In the MBH98 de-centered PC calculation, a small group of 20 primarily bristlecone pine sites, all but one of which were collected by Donald Graybill and which exhibit an unexplained 20th century growth spurt (see Section 5 below), dominate the PC1. Only 14 such chronologies account for over 93% of the variance in the PC1, effectively omitting the influence of the other 56 proxies in the network. The PC1 in turn accounts for 38% of the total variance. In a centered calculation on the same data, the influence of the bristlecone pines drops to the PC4 (pointed out in Mann et al., 2004b, 2004d). The PC4 in a centered calculation only accounts for only about 8% of the total variance, which can be seen in calculations by Mann et al. in Figure 1 of Mann et al. [2004d].

In MM2005 (EE), we further reported the effect of carrying out an MBH-type reconstruction under many permutations (most of which were re-stated by Wahl and Ammann without citing our findings), including the use of both 2 and 5 North American covariance PCs.

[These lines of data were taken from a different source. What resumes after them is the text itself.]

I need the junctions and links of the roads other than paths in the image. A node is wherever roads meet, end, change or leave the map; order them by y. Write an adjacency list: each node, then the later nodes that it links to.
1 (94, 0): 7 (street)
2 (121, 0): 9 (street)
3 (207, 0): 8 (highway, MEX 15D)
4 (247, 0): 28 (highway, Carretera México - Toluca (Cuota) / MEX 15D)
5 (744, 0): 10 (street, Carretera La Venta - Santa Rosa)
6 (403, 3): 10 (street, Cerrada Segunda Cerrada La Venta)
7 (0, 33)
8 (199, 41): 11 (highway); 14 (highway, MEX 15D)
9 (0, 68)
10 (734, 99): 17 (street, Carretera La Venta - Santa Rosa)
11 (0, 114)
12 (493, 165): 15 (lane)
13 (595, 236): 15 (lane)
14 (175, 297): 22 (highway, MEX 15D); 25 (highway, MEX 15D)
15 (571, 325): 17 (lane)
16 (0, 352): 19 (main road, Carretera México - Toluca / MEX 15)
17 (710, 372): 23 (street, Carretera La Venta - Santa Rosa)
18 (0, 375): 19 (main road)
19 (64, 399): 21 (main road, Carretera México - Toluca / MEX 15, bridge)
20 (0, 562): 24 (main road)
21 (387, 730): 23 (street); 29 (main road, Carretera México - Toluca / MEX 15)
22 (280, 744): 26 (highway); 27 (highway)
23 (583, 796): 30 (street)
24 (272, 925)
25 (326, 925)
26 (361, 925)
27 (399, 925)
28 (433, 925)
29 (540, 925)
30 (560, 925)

If a centered PC calculation on the North American network is carried out (as we advocate), then MM-type results occur if the first 2 NOAMER PCs are used in the AD1400 network (the number as used in MBH98), while MBH-type results occur if the NOAMER network is expanded to 5 PCs in the AD1400 segment (as proposed in Mann et al., 2004b, 2004d). Specifically, MBH-type results occur as long as the PC4 is retained, while MM-type results occur in any combination which excludes the PC4. Hence their conclusion about the uniqueness of the late 20th century climate hinges on the inclusion of a low-order PC series that only accounts for 8 percent of the variance of one proxy roster.

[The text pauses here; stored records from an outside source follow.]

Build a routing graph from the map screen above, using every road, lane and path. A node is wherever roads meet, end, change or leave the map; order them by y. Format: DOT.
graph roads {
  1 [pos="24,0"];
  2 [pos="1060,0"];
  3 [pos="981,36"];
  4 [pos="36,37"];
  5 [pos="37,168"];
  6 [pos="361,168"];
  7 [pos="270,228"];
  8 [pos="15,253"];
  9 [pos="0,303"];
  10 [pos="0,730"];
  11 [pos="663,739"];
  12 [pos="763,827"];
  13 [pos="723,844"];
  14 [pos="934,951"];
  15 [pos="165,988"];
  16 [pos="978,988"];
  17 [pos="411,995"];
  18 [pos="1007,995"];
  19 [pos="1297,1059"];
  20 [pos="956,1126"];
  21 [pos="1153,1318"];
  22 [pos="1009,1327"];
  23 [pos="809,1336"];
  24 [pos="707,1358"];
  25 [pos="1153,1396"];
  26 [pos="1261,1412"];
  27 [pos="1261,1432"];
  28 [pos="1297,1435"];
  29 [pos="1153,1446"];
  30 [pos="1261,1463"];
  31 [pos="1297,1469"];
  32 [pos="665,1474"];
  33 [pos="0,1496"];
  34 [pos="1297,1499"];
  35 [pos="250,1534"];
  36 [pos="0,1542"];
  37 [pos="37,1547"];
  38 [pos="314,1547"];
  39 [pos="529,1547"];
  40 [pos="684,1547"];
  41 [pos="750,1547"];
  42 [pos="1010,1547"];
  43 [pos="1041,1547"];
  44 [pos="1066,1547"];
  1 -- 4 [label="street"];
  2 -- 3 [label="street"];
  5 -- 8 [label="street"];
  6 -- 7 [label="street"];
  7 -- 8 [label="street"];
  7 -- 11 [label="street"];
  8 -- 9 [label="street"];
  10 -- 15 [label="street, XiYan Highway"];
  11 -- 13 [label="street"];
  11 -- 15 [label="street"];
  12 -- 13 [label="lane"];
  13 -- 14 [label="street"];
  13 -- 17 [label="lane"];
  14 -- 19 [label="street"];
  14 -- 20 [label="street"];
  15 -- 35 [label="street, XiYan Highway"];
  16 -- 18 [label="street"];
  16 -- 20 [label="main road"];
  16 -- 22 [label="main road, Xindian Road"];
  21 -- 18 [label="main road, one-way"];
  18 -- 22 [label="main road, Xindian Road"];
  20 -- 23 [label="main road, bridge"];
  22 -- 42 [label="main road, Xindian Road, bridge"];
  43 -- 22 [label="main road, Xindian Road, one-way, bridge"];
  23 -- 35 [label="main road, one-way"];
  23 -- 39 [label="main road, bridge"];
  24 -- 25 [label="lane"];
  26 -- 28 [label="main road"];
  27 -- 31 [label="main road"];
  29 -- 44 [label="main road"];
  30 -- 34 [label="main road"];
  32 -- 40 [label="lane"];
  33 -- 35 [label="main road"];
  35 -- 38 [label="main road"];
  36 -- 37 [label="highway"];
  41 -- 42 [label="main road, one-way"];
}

These are not exotic references; these points at issue in Tamino’s posts are specifically and clearly discussed in these articles.

Wegman also stated that the hockey stick from the bristlecone/foxtails occurred in the PC4 (see Question 10b):

Without attempting to describe the technical detail, the bottom line is that, in the MBH original, the hockey stick emerged in PC1 from the bristlecone/foxtail pines. If one centers the data properly the hockey stick does not emerge until PC4. Thus, a substantial change in strategy is required in the MBH reconstruction in order to achieve the hockey stick, a strategy which was specifically eschewed in MBH. In Wahl and Ammann’s own words, the centering does significantly affect the results

“In the Data”
Here’s a related Tamino straw man. Tamino states:

PCA (centered or not) doesn’t create patterns at all, they have to be there already even to “exhibit a larger variance.”

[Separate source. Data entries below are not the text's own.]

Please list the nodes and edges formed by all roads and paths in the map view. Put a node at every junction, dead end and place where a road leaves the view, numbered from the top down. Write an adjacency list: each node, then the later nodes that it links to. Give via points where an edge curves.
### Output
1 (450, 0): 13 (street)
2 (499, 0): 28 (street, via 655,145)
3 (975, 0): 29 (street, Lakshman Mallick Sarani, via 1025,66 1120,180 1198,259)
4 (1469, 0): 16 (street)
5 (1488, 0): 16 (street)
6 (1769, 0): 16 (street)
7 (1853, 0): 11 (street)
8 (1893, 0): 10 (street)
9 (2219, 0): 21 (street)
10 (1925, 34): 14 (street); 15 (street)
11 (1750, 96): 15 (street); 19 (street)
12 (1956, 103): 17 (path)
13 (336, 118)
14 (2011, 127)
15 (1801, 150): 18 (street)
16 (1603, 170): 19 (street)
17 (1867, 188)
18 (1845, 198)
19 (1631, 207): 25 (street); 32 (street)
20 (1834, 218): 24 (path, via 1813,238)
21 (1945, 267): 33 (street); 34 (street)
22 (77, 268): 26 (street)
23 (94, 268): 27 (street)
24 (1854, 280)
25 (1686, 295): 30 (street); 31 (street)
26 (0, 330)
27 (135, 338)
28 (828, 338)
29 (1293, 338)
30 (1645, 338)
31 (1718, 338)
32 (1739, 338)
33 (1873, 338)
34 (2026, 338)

No one disagrees with this. We stated that the MBH algorithm “mined” for hockey stick patterns; we did not say that it “manufactured” them.

In effect, the MBH98 data transformation results in the PC algorithm mining the data for hockey stick patterns.

Wegman (see question 9b) expressed the point in similar terms:

If the variance is artificially increased by decentering, then the principal component methods will “data mine” for those shapes. In other words, the hockey stick shape must be in the data to start with or the CFR methodology would not pick it up… Most proxies do not contain the hockeystick signal. The MBH98 methodology puts undue emphasis on those proxies that do exhibit the hockey-stick shape and this is the fundamental flaw. Indeed, it is not clear that the hockey-stick shape is even a temperature signal because all the confounding variables have not been removed.

What is Tamino’s point of disagreement on this issue with either Wegman or ourselves?

As to the PC4, we stated clearly that the hockey stick shape was a distinct pattern in the North American tree ring data set, observable in the PC4 under a centered calculation (as Mann et al had done as well in their Nature submission placed online and in a post at realclimate). We reported that the pattern could be traced back to the bristlecones and spent a considerable amount of time analyzing bristlecones. For Tamino to present the PC4 without making any citation or reference to our comments on the matter – and to then snottily ask “Did MM not get this?” results in our research not being accurately represented in his posting.